(Stored data entries)
--*--

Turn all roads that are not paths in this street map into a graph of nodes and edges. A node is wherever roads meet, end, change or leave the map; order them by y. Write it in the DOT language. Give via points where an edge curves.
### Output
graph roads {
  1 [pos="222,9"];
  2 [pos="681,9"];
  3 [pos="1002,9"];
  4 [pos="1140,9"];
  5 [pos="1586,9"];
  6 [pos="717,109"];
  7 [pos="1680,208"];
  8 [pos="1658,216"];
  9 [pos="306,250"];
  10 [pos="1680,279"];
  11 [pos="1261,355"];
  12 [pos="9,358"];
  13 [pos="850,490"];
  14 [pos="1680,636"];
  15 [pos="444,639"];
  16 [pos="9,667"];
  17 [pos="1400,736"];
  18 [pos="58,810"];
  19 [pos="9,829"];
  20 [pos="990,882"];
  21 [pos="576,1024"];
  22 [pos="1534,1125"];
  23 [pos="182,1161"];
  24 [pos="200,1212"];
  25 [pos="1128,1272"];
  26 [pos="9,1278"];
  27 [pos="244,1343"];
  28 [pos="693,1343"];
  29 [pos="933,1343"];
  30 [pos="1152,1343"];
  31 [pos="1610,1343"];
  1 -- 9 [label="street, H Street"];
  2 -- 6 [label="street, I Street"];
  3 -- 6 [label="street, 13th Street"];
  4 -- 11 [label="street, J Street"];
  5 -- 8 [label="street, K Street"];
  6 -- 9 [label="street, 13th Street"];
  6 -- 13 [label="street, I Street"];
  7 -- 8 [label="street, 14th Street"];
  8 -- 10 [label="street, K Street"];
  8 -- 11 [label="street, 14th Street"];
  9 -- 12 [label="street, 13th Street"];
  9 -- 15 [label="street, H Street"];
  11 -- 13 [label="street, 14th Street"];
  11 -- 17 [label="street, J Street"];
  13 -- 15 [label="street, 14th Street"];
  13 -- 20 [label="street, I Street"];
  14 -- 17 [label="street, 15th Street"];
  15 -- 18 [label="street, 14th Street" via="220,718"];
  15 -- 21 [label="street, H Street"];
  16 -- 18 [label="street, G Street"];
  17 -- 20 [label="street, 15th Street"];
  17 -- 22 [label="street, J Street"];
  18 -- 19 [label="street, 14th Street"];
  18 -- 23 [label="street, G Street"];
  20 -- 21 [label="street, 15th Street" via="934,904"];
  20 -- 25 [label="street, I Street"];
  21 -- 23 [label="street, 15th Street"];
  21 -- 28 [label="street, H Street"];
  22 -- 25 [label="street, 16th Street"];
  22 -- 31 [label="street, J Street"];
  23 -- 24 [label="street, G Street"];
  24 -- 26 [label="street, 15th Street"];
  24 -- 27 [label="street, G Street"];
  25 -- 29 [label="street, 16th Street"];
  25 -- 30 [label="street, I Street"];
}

--*--

◆ Exercise aim: Repeat the entries word for word. Skip none of them.

◆ Result:
Turn all roads that are not paths in this street map into a graph of nodes and edges. A node is wherever roads meet, end, change or leave the map; order them by y. Write it in the DOT language. Give via points where an edge curves.
### Output
graph roads {
  1 [pos="222,9"];
  2 [pos="681,9"];
  3 [pos="1002,9"];
  4 [pos="1140,9"];
  5 [pos="1586,9"];
  6 [pos="717,109"];
  7 [pos="1680,208"];
  8 [pos="1658,216"];
  9 [pos="306,250"];
  10 [pos="1680,279"];
  11 [pos="1261,355"];
  12 [pos="9,358"];
  13 [pos="850,490"];
  14 [pos="1680,636"];
  15 [pos="444,639"];
  16 [pos="9,667"];
  17 [pos="1400,736"];
  18 [pos="58,810"];
  19 [pos="9,829"];
  20 [pos="990,882"];
  21 [pos="576,1024"];
  22 [pos="1534,1125"];
  23 [pos="182,1161"];
  24 [pos="200,1212"];
  25 [pos="1128,1272"];
  26 [pos="9,1278"];
  27 [pos="244,1343"];
  28 [pos="693,1343"];
  29 [pos="933,1343"];
  30 [pos="1152,1343"];
  31 [pos="1610,1343"];
  1 -- 9 [label="street, H Street"];
  2 -- 6 [label="street, I Street"];
  3 -- 6 [label="street, 13th Street"];
  4 -- 11 [label="street, J Street"];
  5 -- 8 [label="street, K Street"];
  6 -- 9 [label="street, 13th Street"];
  6 -- 13 [label="street, I Street"];
  7 -- 8 [label="street, 14th Street"];
  8 -- 10 [label="street, K Street"];
  8 -- 11 [label="street, 14th Street"];
  9 -- 12 [label="street, 13th Street"];
  9 -- 15 [label="street, H Street"];
  11 -- 13 [label="street, 14th Street"];
  11 -- 17 [label="street, J Street"];
  13 -- 15 [label="street, 14th Street"];
  13 -- 20 [label="street, I Street"];
  14 -- 17 [label="street, 15th Street"];
  15 -- 18 [label="street, 14th Street" via="220,718"];
  15 -- 21 [label="street, H Street"];
  16 -- 18 [label="street, G Street"];
  17 -- 20 [label="street, 15th Street"];
  17 -- 22 [label="street, J Street"];
  18 -- 19 [label="street, 14th Street"];
  18 -- 23 [label="street, G Street"];
  20 -- 21 [label="street, 15th Street" via="934,904"];
  20 -- 25 [label="street, I Street"];
  21 -- 23 [label="street, 15th Street"];
  21 -- 28 [label="street, H Street"];
  22 -- 25 [label="street, 16th Street"];
  22 -- 31 [label="street, J Street"];
  23 -- 24 [label="street, G Street"];
  24 -- 26 [label="street, 15th Street"];
  24 -- 27 [label="street, G Street"];
  25 -- 29 [label="street, 16th Street"];
  25 -- 30 [label="street, I Street"];
}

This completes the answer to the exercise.